Dating in the Digital Age
How U.S. adults seek love and companionship via apps and online matchmaking services
With a vast array of apps and online matchmaking services available to the lovelorn, dating in 2018 can turn into something like a daily job.
Among the 29 percent of respondents who have used online dating apps or services in a Jan. 18-20 Morning Consult poll of 2,204 U.S. adults, 53 percent say they log into them at least once a day.
Young adults ages 18-29 are much more likely to be users of these services, at 44 percent.
The apps are not just for searching for a happily-ever-after kind of love, although a 38 percent plurality of users say they are looking for a long-term relationship.
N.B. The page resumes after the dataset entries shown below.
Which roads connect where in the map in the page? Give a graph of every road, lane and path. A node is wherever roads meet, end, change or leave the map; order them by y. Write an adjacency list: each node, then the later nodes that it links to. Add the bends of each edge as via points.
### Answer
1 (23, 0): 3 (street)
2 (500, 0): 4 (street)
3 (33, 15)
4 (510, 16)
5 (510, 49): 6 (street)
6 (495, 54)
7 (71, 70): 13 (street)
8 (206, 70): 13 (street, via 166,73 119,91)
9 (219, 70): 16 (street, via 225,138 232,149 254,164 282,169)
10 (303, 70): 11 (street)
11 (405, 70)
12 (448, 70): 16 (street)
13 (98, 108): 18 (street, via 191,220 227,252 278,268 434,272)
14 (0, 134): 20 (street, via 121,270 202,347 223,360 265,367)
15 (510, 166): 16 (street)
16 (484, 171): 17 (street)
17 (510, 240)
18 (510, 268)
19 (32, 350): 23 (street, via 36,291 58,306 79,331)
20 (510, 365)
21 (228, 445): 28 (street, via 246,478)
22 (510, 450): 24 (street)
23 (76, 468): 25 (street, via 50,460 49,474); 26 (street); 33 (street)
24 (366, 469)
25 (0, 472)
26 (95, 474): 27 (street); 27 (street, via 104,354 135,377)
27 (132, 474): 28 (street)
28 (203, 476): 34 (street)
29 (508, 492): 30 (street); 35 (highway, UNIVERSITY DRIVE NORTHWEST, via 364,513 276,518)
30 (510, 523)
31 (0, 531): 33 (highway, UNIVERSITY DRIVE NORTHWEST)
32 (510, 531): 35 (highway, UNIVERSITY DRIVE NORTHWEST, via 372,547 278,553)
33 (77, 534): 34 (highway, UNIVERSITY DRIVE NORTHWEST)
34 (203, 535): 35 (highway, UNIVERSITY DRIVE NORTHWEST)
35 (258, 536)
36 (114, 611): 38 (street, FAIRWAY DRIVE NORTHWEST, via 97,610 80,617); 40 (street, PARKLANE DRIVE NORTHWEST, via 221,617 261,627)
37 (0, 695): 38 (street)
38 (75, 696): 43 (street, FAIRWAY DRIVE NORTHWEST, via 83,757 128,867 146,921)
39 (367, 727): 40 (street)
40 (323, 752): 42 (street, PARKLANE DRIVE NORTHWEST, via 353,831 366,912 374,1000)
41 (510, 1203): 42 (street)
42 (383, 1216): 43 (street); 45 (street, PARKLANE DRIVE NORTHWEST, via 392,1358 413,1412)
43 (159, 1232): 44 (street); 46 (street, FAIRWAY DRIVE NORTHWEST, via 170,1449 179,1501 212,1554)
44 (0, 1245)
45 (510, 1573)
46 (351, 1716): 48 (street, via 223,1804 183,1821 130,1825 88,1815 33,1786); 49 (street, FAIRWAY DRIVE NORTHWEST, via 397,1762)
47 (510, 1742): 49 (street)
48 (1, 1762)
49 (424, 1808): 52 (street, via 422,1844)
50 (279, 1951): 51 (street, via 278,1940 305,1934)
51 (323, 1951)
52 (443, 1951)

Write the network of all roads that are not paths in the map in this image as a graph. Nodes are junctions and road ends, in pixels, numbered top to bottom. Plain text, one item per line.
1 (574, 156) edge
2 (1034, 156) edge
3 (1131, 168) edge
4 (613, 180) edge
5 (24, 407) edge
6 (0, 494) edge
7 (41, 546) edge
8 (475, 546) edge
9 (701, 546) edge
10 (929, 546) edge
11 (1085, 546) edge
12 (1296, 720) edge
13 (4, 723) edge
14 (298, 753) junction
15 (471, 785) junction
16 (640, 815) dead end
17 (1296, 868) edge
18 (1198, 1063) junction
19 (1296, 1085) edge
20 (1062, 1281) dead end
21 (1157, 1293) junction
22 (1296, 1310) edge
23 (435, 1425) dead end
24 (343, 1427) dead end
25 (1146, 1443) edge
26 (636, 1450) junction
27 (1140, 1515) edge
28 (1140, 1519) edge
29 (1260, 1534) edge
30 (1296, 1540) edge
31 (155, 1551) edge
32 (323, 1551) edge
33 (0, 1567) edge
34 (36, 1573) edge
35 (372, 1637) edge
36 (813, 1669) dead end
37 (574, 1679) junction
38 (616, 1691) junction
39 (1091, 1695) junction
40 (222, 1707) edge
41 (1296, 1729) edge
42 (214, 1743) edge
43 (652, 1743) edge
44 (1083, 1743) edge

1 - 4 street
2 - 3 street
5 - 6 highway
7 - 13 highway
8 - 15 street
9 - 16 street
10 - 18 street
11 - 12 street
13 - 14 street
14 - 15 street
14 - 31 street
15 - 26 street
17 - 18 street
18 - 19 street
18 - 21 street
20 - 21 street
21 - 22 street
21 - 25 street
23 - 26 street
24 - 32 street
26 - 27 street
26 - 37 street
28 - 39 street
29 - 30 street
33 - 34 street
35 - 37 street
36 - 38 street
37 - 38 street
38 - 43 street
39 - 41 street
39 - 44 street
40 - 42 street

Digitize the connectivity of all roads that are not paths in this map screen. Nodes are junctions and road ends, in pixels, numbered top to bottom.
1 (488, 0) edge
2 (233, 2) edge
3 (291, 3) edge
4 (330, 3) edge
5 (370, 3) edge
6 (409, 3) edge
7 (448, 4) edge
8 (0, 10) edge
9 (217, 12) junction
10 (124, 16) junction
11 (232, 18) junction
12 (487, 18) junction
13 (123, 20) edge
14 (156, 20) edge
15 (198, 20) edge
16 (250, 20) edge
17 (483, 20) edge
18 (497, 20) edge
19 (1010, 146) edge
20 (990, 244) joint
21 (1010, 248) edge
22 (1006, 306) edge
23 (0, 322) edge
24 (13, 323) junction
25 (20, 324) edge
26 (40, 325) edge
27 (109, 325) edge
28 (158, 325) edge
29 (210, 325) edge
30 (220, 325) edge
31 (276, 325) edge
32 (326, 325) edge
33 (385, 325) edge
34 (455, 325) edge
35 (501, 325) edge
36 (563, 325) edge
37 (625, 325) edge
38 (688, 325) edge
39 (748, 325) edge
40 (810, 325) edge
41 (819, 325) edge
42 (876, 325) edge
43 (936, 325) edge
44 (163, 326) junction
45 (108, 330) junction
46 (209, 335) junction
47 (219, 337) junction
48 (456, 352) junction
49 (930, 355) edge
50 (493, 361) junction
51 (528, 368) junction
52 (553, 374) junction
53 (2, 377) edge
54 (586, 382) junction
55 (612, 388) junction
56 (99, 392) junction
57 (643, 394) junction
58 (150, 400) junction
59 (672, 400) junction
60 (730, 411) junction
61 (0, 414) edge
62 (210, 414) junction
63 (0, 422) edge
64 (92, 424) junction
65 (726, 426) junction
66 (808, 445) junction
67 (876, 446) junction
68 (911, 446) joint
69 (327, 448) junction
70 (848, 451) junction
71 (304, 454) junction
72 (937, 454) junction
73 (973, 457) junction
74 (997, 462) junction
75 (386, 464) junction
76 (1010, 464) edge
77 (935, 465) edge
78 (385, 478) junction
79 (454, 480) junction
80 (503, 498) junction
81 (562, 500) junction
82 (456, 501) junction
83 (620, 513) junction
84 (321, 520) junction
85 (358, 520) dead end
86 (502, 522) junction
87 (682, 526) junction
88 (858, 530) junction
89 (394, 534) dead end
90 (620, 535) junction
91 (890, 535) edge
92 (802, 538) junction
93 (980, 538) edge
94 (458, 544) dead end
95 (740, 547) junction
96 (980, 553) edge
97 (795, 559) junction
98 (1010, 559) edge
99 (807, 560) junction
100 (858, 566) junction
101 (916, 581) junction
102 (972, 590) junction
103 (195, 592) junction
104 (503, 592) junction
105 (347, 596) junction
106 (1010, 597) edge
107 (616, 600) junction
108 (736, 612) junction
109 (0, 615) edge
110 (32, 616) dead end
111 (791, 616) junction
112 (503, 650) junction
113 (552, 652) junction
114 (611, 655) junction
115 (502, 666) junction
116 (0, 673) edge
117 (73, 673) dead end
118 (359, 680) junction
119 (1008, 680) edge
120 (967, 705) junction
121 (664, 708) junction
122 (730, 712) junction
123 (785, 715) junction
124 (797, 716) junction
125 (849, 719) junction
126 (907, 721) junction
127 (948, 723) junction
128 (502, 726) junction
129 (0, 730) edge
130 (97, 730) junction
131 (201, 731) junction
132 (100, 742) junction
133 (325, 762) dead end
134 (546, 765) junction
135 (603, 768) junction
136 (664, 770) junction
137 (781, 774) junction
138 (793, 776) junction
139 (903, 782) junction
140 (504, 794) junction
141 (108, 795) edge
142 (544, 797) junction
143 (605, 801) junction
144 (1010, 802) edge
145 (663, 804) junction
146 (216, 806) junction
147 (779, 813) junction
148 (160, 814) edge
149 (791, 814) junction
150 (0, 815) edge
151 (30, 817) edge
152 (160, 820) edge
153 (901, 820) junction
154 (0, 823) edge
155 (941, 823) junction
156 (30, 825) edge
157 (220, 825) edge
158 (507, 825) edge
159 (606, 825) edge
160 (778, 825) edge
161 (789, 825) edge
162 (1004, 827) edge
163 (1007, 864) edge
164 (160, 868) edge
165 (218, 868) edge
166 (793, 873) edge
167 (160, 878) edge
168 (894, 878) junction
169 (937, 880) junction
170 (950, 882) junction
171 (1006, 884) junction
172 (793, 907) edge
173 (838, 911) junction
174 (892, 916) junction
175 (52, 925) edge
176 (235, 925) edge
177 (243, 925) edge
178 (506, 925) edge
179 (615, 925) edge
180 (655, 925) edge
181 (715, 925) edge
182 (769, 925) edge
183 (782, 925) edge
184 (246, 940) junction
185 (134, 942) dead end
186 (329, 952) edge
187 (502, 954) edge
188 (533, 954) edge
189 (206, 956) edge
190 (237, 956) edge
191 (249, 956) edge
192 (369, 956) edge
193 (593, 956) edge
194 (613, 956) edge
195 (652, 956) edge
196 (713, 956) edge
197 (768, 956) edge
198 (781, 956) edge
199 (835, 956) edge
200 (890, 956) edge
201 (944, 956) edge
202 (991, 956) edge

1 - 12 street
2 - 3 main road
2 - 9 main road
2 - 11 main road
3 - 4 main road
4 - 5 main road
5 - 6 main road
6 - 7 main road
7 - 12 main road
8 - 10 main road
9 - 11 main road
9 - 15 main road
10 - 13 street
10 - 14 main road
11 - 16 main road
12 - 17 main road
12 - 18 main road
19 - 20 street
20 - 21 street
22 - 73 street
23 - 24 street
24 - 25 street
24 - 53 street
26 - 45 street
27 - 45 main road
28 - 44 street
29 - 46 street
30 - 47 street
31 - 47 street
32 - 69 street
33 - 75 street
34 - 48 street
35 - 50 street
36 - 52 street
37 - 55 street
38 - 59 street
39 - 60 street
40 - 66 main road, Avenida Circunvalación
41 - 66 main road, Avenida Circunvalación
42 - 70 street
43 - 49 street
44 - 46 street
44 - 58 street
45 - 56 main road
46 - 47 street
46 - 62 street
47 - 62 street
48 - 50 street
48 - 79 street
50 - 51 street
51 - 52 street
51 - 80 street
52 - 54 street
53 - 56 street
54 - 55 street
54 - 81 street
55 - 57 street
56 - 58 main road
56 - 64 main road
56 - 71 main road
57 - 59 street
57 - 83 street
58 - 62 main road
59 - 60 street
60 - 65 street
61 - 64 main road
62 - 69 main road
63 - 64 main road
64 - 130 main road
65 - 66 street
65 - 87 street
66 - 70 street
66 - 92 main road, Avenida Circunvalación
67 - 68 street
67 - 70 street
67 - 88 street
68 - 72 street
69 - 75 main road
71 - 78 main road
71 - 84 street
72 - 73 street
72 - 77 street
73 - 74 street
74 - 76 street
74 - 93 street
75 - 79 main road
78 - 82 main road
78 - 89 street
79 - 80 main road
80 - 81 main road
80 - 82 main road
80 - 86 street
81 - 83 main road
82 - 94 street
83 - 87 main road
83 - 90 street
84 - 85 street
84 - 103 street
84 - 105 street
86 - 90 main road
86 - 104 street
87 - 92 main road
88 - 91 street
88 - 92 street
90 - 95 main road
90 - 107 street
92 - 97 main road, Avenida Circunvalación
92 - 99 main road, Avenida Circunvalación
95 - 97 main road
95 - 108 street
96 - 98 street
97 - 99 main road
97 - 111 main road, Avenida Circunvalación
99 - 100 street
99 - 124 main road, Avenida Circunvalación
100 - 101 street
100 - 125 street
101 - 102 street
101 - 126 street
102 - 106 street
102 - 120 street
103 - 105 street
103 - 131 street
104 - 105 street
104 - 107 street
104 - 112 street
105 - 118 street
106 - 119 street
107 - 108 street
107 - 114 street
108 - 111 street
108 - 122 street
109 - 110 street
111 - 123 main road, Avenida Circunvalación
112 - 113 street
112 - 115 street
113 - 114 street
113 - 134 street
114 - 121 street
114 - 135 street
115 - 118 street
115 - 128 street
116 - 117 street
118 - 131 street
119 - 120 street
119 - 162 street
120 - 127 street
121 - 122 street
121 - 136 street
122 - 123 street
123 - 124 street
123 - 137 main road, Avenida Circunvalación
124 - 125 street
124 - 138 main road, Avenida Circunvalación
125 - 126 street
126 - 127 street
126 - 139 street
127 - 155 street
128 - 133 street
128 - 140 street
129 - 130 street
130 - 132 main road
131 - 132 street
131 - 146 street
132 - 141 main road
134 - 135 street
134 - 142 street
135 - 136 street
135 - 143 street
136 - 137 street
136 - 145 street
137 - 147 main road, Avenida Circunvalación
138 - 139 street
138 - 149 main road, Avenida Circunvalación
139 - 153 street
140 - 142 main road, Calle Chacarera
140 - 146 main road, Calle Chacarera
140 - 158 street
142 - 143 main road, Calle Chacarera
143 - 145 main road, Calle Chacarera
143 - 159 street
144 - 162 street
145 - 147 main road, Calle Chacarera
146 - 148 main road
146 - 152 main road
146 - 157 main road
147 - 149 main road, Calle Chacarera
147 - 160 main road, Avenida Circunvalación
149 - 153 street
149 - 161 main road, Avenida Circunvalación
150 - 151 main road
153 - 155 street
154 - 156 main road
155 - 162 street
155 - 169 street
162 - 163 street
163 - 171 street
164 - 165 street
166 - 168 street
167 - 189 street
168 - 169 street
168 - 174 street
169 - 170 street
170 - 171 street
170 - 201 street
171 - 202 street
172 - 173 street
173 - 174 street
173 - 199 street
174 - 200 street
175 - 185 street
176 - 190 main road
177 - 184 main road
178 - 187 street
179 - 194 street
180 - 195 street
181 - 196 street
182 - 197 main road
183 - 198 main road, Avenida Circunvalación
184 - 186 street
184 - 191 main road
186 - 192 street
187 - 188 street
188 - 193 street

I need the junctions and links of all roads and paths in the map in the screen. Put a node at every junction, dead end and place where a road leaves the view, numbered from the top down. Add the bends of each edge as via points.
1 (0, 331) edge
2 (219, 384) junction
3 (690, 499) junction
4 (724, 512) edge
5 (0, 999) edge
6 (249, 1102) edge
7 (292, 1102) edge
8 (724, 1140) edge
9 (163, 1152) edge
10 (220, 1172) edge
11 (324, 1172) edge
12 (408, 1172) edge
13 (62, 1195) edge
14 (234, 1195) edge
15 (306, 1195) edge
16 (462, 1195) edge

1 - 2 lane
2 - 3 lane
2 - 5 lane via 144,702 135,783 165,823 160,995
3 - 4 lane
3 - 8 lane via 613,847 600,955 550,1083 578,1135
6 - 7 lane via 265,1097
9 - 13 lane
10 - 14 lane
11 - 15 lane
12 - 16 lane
People using the apps report they’ve had casual romantic encounters but also have forged platonic friendships.
Given a choice, Match.com was the overall favorite among users, as well as the most used.
In terms of favorability, PlentyOfFish and Tinder tied for second place. Both are owned by Match Group, the parent of Match.com.
In its 2017 fourth-quarter earnings report, which was released Feb. 6, Match Group said it saw 28 percent revenue growth from the same period in the previous year, to $379 million, and nearly 3.9 million subscribers in North America who pay for premium services such as expanded usage and custom features. Match Group spokeswoman Justine Sacco said the company does not disclose active user figures.
Other options in the poll include Bumble, OkCupid, Coffee Meets Bagel, Happn, Grindr, eHarmony and religion-based dating apps in general. The survey has a margin of error of plus or minus 2 percentage points.